On Wed, Jul 24, 2019 at 6:40 PM Eric V. Smith email@example.com wrote:
On 7/24/2019 9:15 PM, Nam Nguyen wrote:
Back to my original requests to the list: 1) Whether we want to have a (possibly private) parsing library in the stdlib, and 2) What features it should have. I have proposed that 1) yes, such a library would be useful, and 2) several requirements that such a library should fulfill.
Are they acceptable? Apparently not. As you first requested for debug trace, Barry wanted better performance, and Chris asked for proof such library would help. How about the other points I suggested? Do we need a full-blown universal parser? Is LL(1) enough, or do we need k / unlimited lookaheads? How about context sensitive grammars? What performance budget can we spend on this vs the status quo? Do we even care if the parser is small, or that it comes from generated code?

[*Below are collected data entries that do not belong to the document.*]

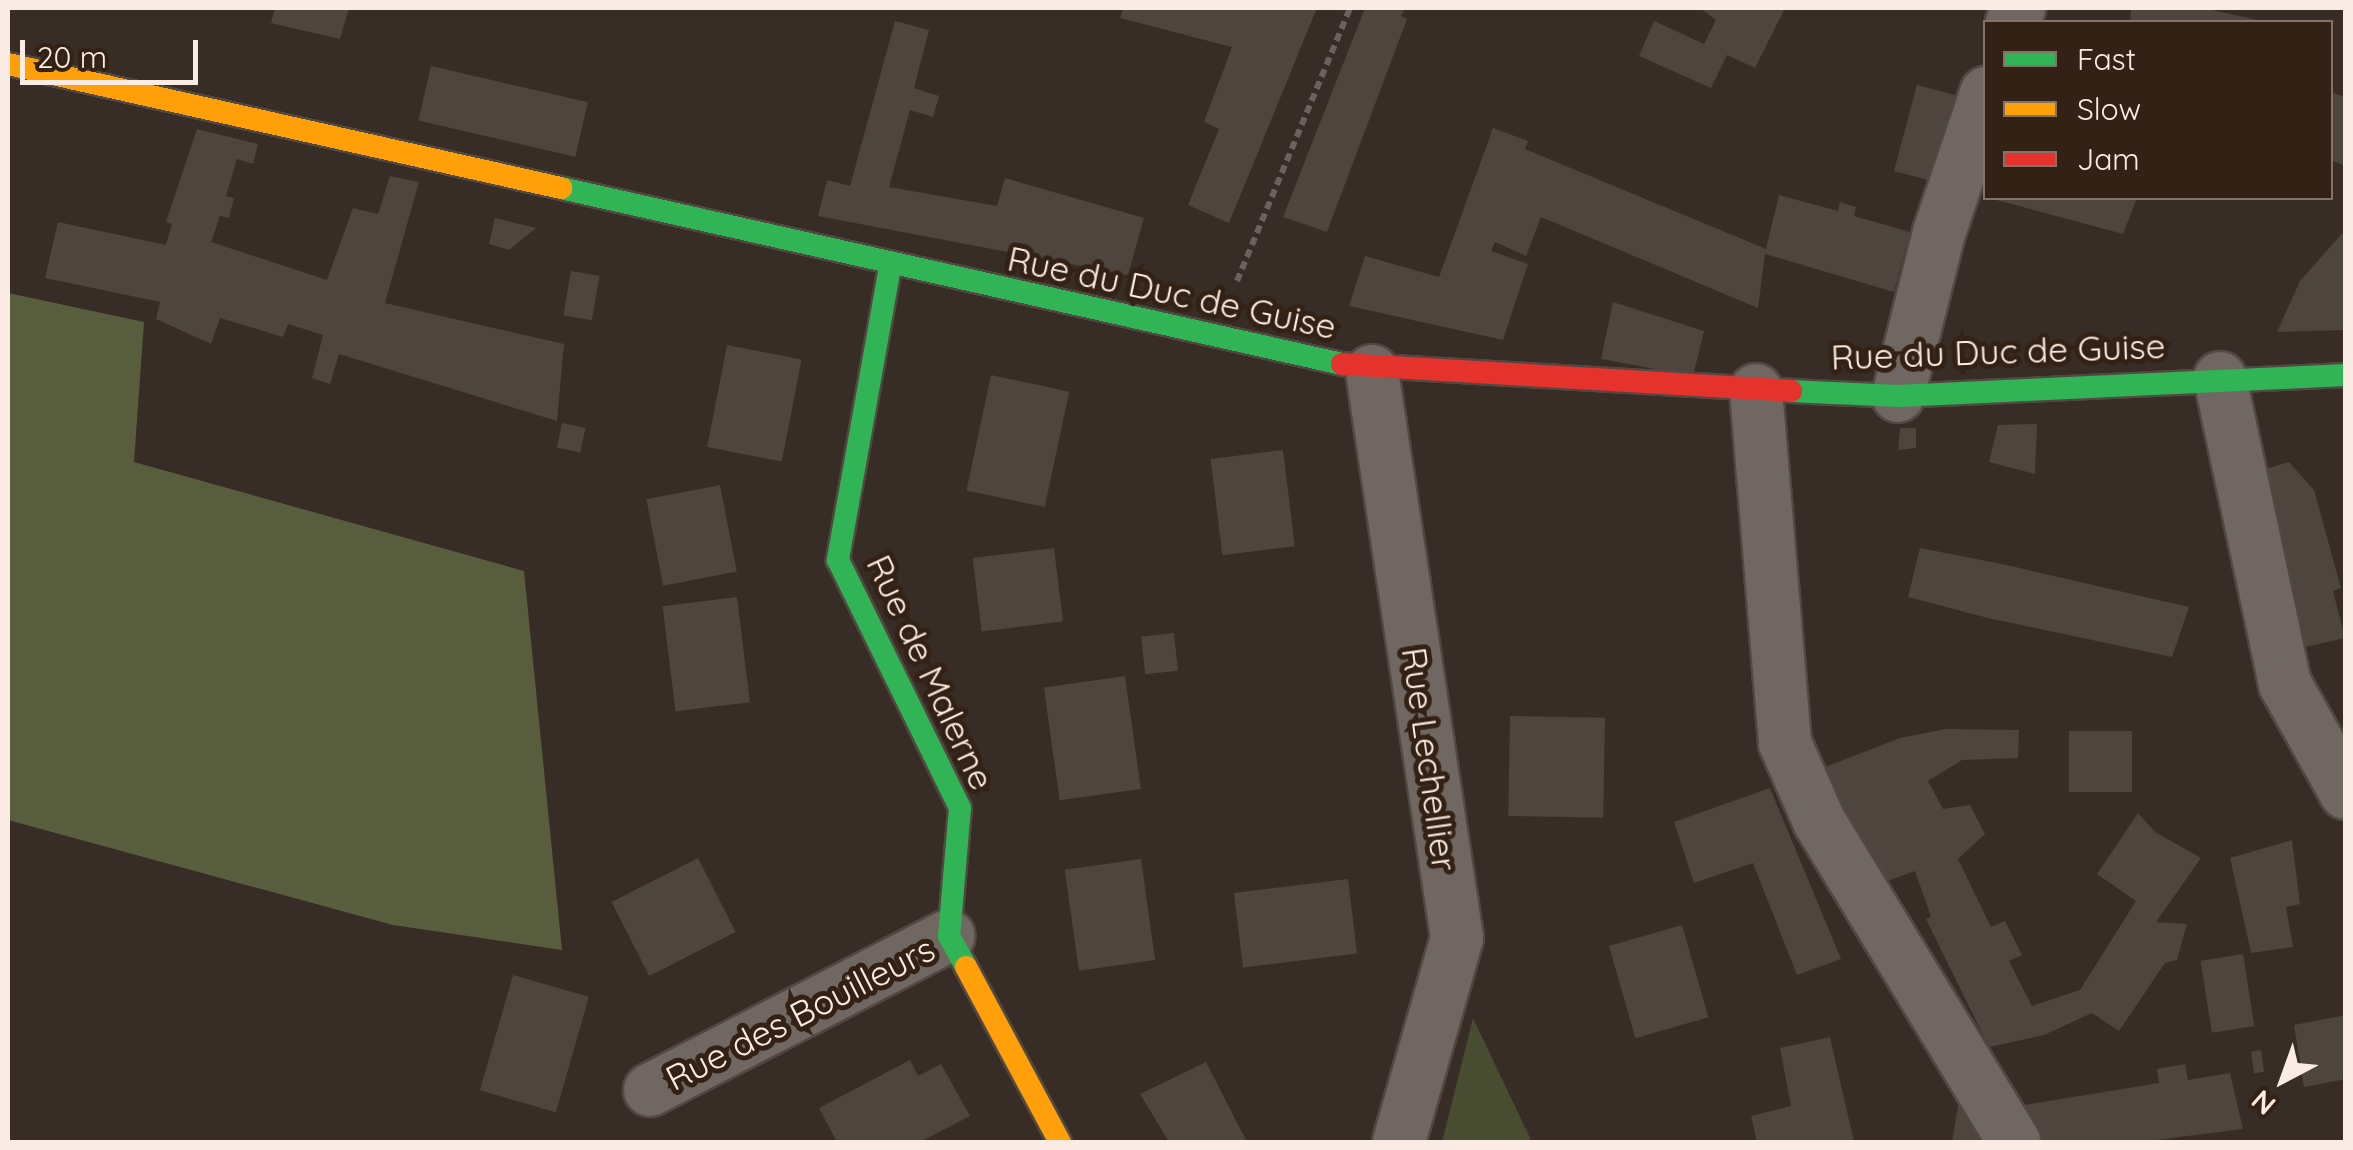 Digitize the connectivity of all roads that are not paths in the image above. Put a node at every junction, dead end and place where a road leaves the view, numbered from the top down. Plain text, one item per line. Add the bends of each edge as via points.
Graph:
1 (8, 64) edge
2 (1983, 102) edge
3 (890, 267) junction
4 (1372, 371) junction
5 (2346, 375) edge
6 (2220, 378) junction
7 (1756, 390) junction
8 (1898, 396) junction
9 (2346, 793) edge
10 (949, 936) junction
11 (650, 1090) dead end
12 (1060, 1142) edge
13 (1399, 1142) edge
14 (2014, 1142) edge

1 - 3 street, Rue du Duc de Guise
2 - 8 street via 1938,233
3 - 4 street, Rue du Duc de Guise
3 - 10 street, Rue de Malerne via 838,560 960,808
4 - 7 street, Rue du Duc de Guise
4 - 13 street, Rue Lechellier via 1456,938
5 - 6 street, Rue du Duc de Guise
6 - 8 street, Rue du Duc de Guise
6 - 9 street via 2285,684
7 - 8 street, Rue du Duc de Guise
7 - 14 street via 1785,743 1819,821
10 - 11 street, Rue des Bouilleurs
10 - 12 street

Et cetera... There are still plenty of open questions.
I would think deciding on LL(1), or a specific k lookahead, or any other parser feature would depend on which problems you're trying to solve.
I think you're looking at this backwards. You seem to be saying "here's a parser, now solve problems in the stdlib with it".
Yes. I started out with the assumption that a parser library can certainly help with code in the stdlib because I have seen, or got to know of problems (though not *all*) in the stdlib that such library could solve. This is where collective wisdom could help.
For something in the stdlib, I think it has to be "here are the problems to be solved, now I'll design a parser to solve them".
I gave links to CVEs and bugs in BPO. Those are illustrative of problems to be solved. If you know of other places where a parser can help, let's hear it.
To take but one example: what if it turns out that a URL can't be parsed with a LL(1) parser, and you need more horsepower? Don't you think you'd need to know that in advance of proposing a LL(1) parser for the stdlib?
And herein lies an issue: you can't design a parser that solves every issue that the stdlib will ever have.
Not looking nor dreaming of one such ;). But with educated guesses, we could have a set of requirements for some reasonable time. For e.g. we expect to deal mostly with context-free grammars, so anything that can help parse all of them is an acceptable solution.
At best you can only solve the existing problems. But if you do that, what do you do if we want to add something new to the stdlib that your parser doesn't have enough power to parse?
Accept that fact, and work on solutions then. I mean, no one can wholly foresee the future. If a need arises that isn't accommodated by existing tools, well, we invent new tools. I don't see that as impediments to making improvements now.
To try and be more concretely helpful: at the very least, I think you should propose a specific set of things in the existing stdlib that would benefit from a parser generator, instead of the existing ad hoc parsers being used. Bonus points for showing how the code is simplified and/or made more secure by using a parser generator.
The majority part of this thread was about how my PoC could help with urlparse. I'm sorry that the snipping has cut off contexts but you'll be able to find previous exchanges in the archive.